1977: Janet Guthrie became the first woman to race in the Indianapolis 500, finishing in 29th place.

May 30
1431: Joan of Arc, condemned as a heretic, was burned at the stake in Rouen, France.

1911: The first Indianapolis 500 auto race was held at Indianapolis Motor Speedway.

1922: The Lincoln Memorial was dedicated Washington, D.C.

1935: Babe Ruth played in his last major league baseball game for the Boston Braves, leaving after the first inning of the first game of a double-header against the Philadelphia Phillies.

May 31
1790: President George Washington signed into law the first U.S. copyright act.

1921: A two-day massacre erupted in Tulsa, Oklahoma, as white mobs began looting and burning the affluent Black district of Greenwood over reports a Black man had assaulted a white woman in an elevator.
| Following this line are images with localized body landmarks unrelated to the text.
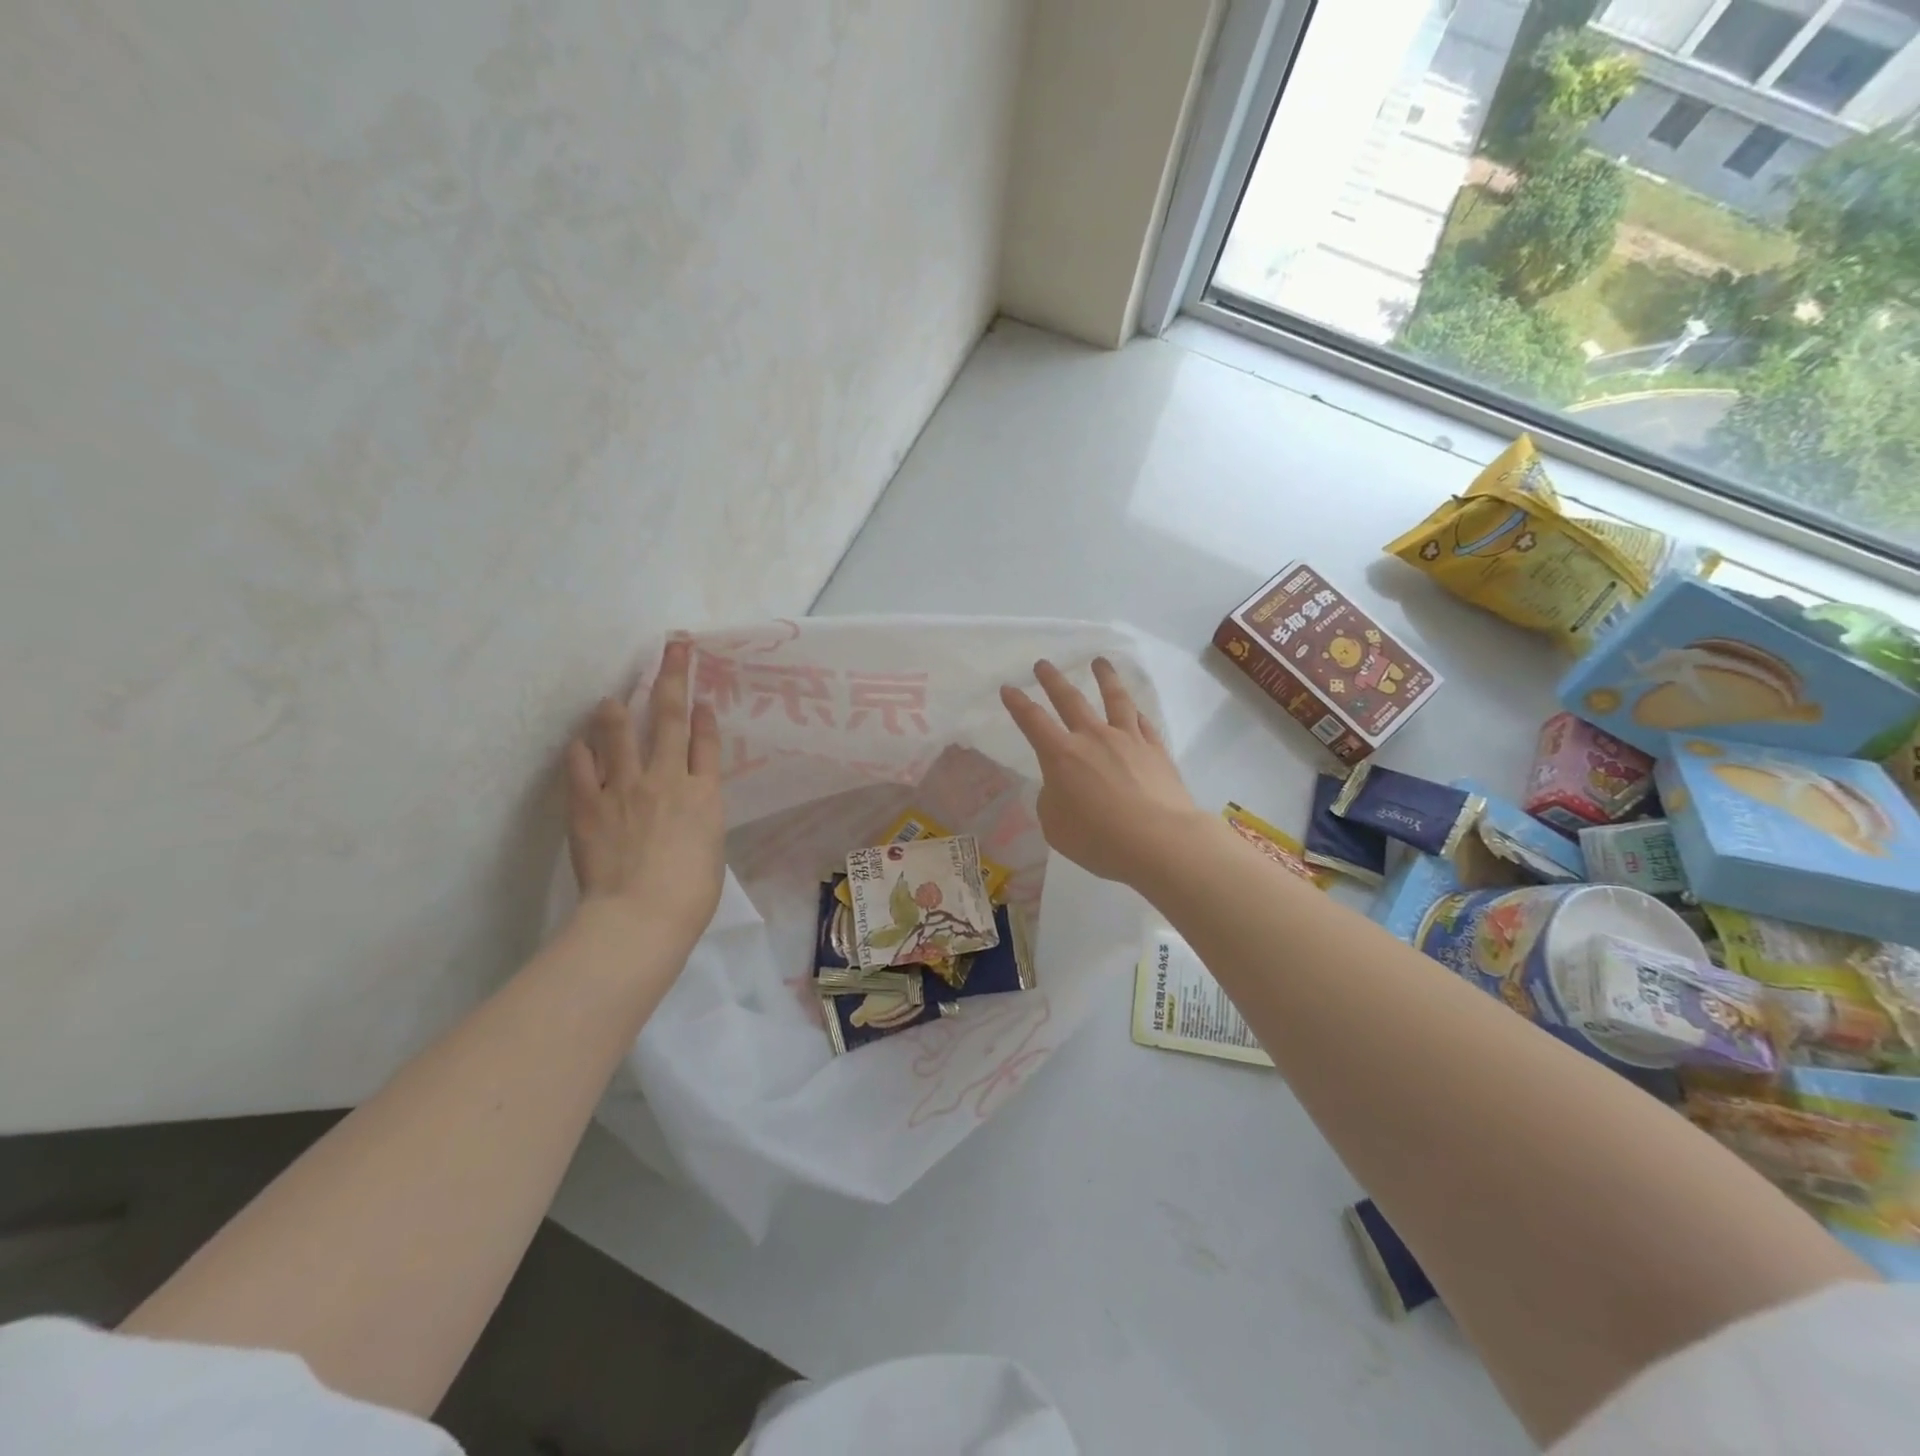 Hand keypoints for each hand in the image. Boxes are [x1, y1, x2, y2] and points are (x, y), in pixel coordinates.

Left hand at [566, 639, 724, 953]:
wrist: (641, 915)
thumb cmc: (690, 894)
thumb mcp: (711, 851)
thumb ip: (700, 820)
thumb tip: (688, 807)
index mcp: (703, 793)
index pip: (705, 742)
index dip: (705, 716)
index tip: (702, 697)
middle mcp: (666, 778)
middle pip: (671, 718)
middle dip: (673, 677)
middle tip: (674, 647)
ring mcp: (625, 787)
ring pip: (621, 732)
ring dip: (618, 708)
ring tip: (613, 695)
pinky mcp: (588, 804)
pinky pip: (582, 766)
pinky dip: (581, 751)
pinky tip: (580, 742)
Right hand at [1001, 658, 1203, 887]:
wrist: (1160, 841)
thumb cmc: (1099, 839)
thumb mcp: (1056, 826)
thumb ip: (1052, 800)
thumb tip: (1062, 787)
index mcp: (1061, 756)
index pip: (1032, 721)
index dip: (1017, 704)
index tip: (1008, 688)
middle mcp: (1093, 738)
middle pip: (1069, 699)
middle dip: (1052, 680)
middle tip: (1043, 664)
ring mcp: (1128, 740)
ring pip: (1114, 699)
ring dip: (1104, 677)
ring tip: (1099, 662)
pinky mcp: (1156, 750)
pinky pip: (1143, 723)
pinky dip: (1135, 712)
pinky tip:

1949: Former State Department official and accused spy Alger Hiss went on trial in New York, charged with perjury.

June 1
1813: Capt. James Lawrence, mortally wounded commanding the USS Chesapeake, ordered, “Don’t give up the ship,” during a losing battle with the British HMS Shannon in the War of 1812.
1962: Former Nazi official Adolf Eichmann was executed after being found guilty of war crimes and crimes against humanity for his actions during World War II.
1980: Cable News Network, the first 24-hour television news channel, made its debut.

June 2
1924: Congress passed, and President Calvin Coolidge signed, the Indian Citizenship Act, a measure guaranteeing full American citizenship for all Native Americans born within U.S. territorial limits.
1941: Baseball’s “Iron Horse,” Lou Gehrig, died in New York at 37 from amyotrophic lateral sclerosis (ALS), also called Lou Gehrig’s disease.
1953: Queen Elizabeth II was crowned at age 27 at a ceremony in London’s Westminster Abbey.

June 3
1888: The poem Casey at the Bat by Ernest Lawrence Thayer was first published in the San Francisco Daily Examiner.
1935: The French liner SS Normandie set a record on its maiden voyage, arriving in New York after crossing the Atlantic in just four days.
1943: A clash between U.S. Navy sailors and Mexican American youth in Los Angeles sparked the Zoot Suit Riots, with white mobs injuring over 150 people citywide.

June 4
1812: The U.S. House of Representatives passed its first war declaration, approving by a vote of 79-49 a declaration of war against Britain.
1940: British Prime Minister Winston Churchill declared to the House of Commons: “We shall fight on the beaches, in the fields, streets, and hills; we shall never surrender.”
1942: The World War II naval Battle of Midway began.
1989: Thousands of pro-democracy protesters and dozens of soldiers were killed when Chinese troops crushed a seven-week protest in Beijing’s Tiananmen Square.